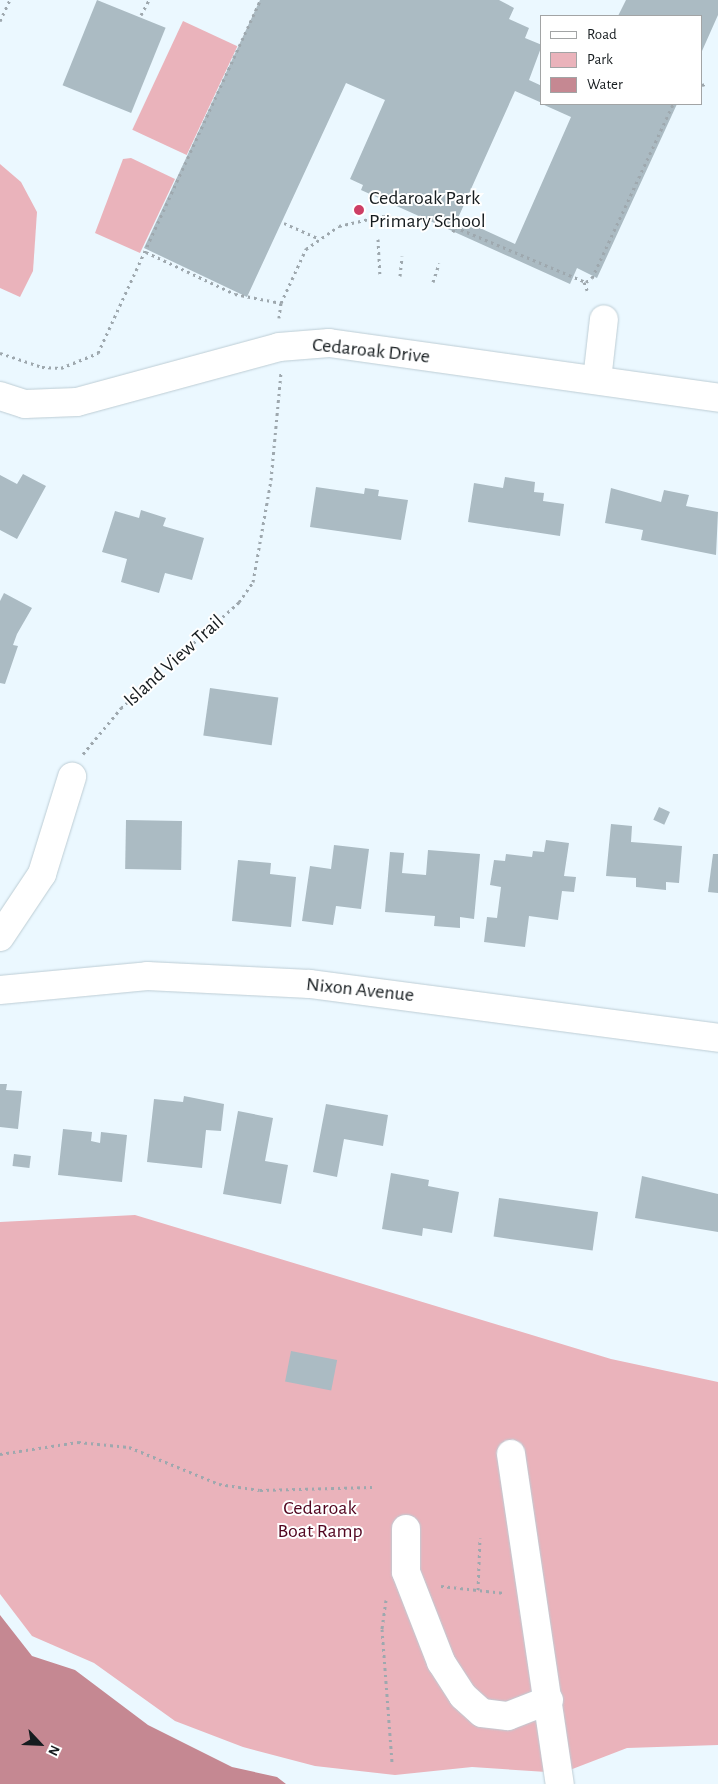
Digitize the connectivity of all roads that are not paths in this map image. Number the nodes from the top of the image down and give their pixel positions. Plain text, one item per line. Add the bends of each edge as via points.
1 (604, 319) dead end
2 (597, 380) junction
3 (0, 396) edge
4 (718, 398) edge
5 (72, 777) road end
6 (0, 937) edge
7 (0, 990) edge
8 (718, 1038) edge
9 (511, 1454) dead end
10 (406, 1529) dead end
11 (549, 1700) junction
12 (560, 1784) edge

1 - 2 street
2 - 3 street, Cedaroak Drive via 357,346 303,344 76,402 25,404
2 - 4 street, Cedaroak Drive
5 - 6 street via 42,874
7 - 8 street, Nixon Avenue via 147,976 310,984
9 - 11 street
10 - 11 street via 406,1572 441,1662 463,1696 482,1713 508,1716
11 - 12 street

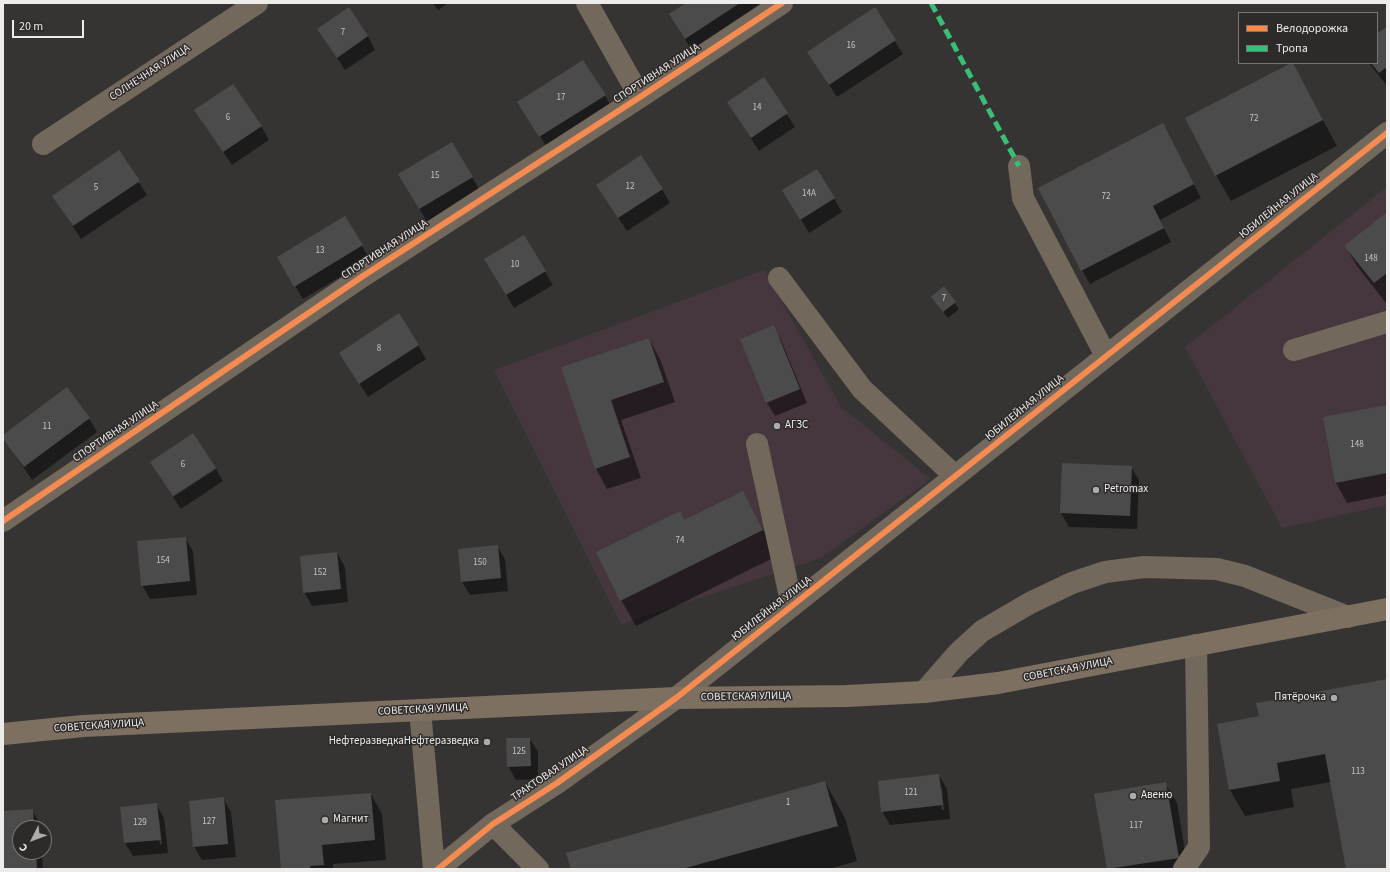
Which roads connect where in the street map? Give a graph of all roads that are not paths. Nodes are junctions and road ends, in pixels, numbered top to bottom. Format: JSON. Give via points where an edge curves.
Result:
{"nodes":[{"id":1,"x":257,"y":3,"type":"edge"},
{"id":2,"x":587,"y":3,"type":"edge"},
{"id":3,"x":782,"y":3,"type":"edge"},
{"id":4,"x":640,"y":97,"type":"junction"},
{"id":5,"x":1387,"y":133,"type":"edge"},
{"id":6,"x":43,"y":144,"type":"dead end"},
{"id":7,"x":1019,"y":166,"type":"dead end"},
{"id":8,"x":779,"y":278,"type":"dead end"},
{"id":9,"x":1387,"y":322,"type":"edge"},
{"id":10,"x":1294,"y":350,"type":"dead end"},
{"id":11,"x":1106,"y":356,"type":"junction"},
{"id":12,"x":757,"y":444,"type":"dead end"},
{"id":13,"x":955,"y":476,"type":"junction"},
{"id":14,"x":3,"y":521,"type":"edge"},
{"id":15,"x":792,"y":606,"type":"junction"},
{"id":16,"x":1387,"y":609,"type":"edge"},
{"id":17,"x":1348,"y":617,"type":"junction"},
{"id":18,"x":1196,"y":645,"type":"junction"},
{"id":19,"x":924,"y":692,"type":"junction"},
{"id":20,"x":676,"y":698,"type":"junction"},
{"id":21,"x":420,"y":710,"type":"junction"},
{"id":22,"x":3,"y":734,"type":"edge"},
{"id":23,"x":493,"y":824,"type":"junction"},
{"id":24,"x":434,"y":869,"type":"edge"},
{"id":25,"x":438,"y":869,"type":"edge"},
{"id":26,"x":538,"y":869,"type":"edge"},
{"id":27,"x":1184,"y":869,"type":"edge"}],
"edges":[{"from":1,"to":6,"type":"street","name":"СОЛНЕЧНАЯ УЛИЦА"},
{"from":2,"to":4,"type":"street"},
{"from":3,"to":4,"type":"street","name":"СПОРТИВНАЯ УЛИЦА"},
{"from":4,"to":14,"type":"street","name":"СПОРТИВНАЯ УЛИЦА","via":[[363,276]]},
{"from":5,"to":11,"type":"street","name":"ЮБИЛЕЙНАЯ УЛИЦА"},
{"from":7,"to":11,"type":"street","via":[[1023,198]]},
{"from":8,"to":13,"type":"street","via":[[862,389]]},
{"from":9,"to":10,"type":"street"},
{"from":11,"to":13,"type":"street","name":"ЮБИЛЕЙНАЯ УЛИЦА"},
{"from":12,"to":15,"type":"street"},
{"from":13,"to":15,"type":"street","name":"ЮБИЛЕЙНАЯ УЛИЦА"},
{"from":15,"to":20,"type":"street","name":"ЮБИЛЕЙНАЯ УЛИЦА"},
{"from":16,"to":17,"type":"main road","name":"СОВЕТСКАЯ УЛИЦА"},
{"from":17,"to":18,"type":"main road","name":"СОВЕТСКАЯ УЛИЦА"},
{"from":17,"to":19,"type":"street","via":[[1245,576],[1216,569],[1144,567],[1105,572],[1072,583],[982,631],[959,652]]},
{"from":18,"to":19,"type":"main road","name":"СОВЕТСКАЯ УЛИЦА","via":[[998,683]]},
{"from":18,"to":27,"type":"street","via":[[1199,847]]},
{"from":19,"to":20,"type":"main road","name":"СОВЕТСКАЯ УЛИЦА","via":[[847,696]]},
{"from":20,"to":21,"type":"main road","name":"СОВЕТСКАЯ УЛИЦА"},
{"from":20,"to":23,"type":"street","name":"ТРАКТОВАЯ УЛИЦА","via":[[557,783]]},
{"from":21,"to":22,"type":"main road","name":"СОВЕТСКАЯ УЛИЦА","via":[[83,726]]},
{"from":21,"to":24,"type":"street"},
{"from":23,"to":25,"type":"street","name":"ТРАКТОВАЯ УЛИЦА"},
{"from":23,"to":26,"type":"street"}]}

What the task asks: Send back every line above exactly, skipping all pictures.

Result for this task:
Digitize the connectivity of all roads that are not paths in this map image. Number the nodes from the top of the image down and give their pixel positions. Plain text, one item per line. Add the bends of each edge as via points.
1 (604, 319) dead end
2 (597, 380) junction
3 (0, 396) edge
4 (718, 398) edge
5 (72, 777) road end
6 (0, 937) edge
7 (0, 990) edge
8 (718, 1038) edge
9 (511, 1454) dead end
10 (406, 1529) dead end
11 (549, 1700) junction
12 (560, 1784) edge

1 - 2 street
2 - 3 street, Cedaroak Drive via 357,346 303,344 76,402 25,404
2 - 4 street, Cedaroak Drive
5 - 6 street via 42,874
7 - 8 street, Nixon Avenue via 147,976 310,984
9 - 11 street
10 - 11 street via 406,1572 441,1662 463,1696 482,1713 508,1716
11 - 12 street

Which roads connect where in the street map? Give a graph of all roads that are not paths. Nodes are junctions and road ends, in pixels, numbered top to bottom. Format: JSON. Give via points where an edge curves.
Result:
{"nodes":[{"id":1,"x":257,"y":3,"type":"edge"},
{"id":2,"x":587,"y":3,"type":"edge"},
{"id":3,"x":782,"y":3,"type":"edge"},
{"id":4,"x":640,"y":97,"type":"junction"},
{"id":5,"x":1387,"y":133,"type":"edge"},
{"id":6,"x":43,"y":144,"type":"dead end"},
{"id":7,"x":1019,"y":166,"type":"dead end"},
{"id":8,"x":779,"y":278,"type":"dead end"},
{"id":9,"x":1387,"y":322,"type":"edge"},
{"id":10,"x":1294,"y":350,"type":"dead end"},
{"id":11,"x":1106,"y":356,"type":"junction"},
{"id":12,"x":757,"y":444,"type":"dead end"},
{"id":13,"x":955,"y":476,"type":"junction"},
{"id":14,"x":3,"y":521,"type":"edge"},
{"id":15,"x":792,"y":606,"type":"junction"},
{"id":16,"x":1387,"y":609,"type":"edge"},
{"id":17,"x":1348,"y":617,"type":"junction"},
{"id":18,"x":1196,"y":645,"type":"junction"},
{"id":19,"x":924,"y":692,"type":"junction"},
{"id":20,"x":676,"y":698,"type":"junction"},
{"id":21,"x":420,"y":710,"type":"junction"},
{"id":22,"x":3,"y":734,"type":"edge"},
{"id":23,"x":493,"y":824,"type":"junction"},
{"id":24,"x":434,"y":869,"type":"edge"},
{"id":25,"x":438,"y":869,"type":"edge"},
{"id":26,"x":538,"y":869,"type":"edge"},
{"id":27,"x":1184,"y":869,"type":"edge"}],
"edges":[{"from":1,"to":6,"type":"street","name":"СОЛНЕЧНАЯ УЛИЦА"},
{"from":2,"to":4,"type":"street"},
{"from":3,"to":4,"type":"street","name":"СПОРТИВНАЯ УЛИЦА"},
{"from":4,"to":14,"type":"street","name":"СПОРТИВНАЯ УЛИЦА","via":[[363,276]]},
{"from":5,"to":11,"type":"street","name":"ЮБИЛЕЙНАЯ УЛИЦА"},
{"from":7,"to":11,"type":"street","via":[[1023,198]]},
{"from":8,"to":13,"type":"street","via":[[862,389]]},
{"from":9,"to":10,"type":"street"},
{"from":11,"to":13,"type":"street","name":"ЮБИЛЕЙНАЯ УЛИЦА"},
{"from":12,"to":15,"type":"street"},
{"from":13,"to":15,"type":"street","name":"ЮБИЛЕЙНАЯ УЛИЦА"},
{"from":15,"to":20,"type":"street","name":"ЮБИЛЕЙНАЯ УЛИЦА"},
{"from":16,"to":17,"type":"main road","name":"СОВЕТСКАЯ УЛИЦА"},
{"from":17,"to":18,"type":"main road","name":"СОВЕТСКАЯ УЛИЦА"},
{"from":17,"to":19,"type":"street","via":[[1245,576],[1216,569],[1144,567],[1105,572],[1072,583],[982,631],[959,652]]},
{"from":18,"to":19,"type":"main road","name":"СОВЕТСКАЯ УЛИЦА","via":[[998,683]]},
{"from":18,"to":27,"type":"street","via":[[1199,847]]},
{"from":19,"to":20,"type":"main road","name":"СОВЕТСКАЯ УЛИЦА","via":[[847,696]]},
{"from":20,"to":21,"type":"main road","name":"СОВЕТСКАЯ УЛИЦА"},
{"from":20,"to":23,"type":"street","name":"ТРАКТОВАЯ УЛИЦА","via":[[557,783]]},
{"from":21,"to":22,"type":"main road","name":"СОВЕТСКАЯ УЛИЦА","via":[[83,726]]},
{"from":21,"to":24,"type":"street"},
{"from":23,"to":25,"type":"street","name":"ТРАКТОВАЯ УЛИЦА"},
{"from":23,"to":26,"type":"street"}]}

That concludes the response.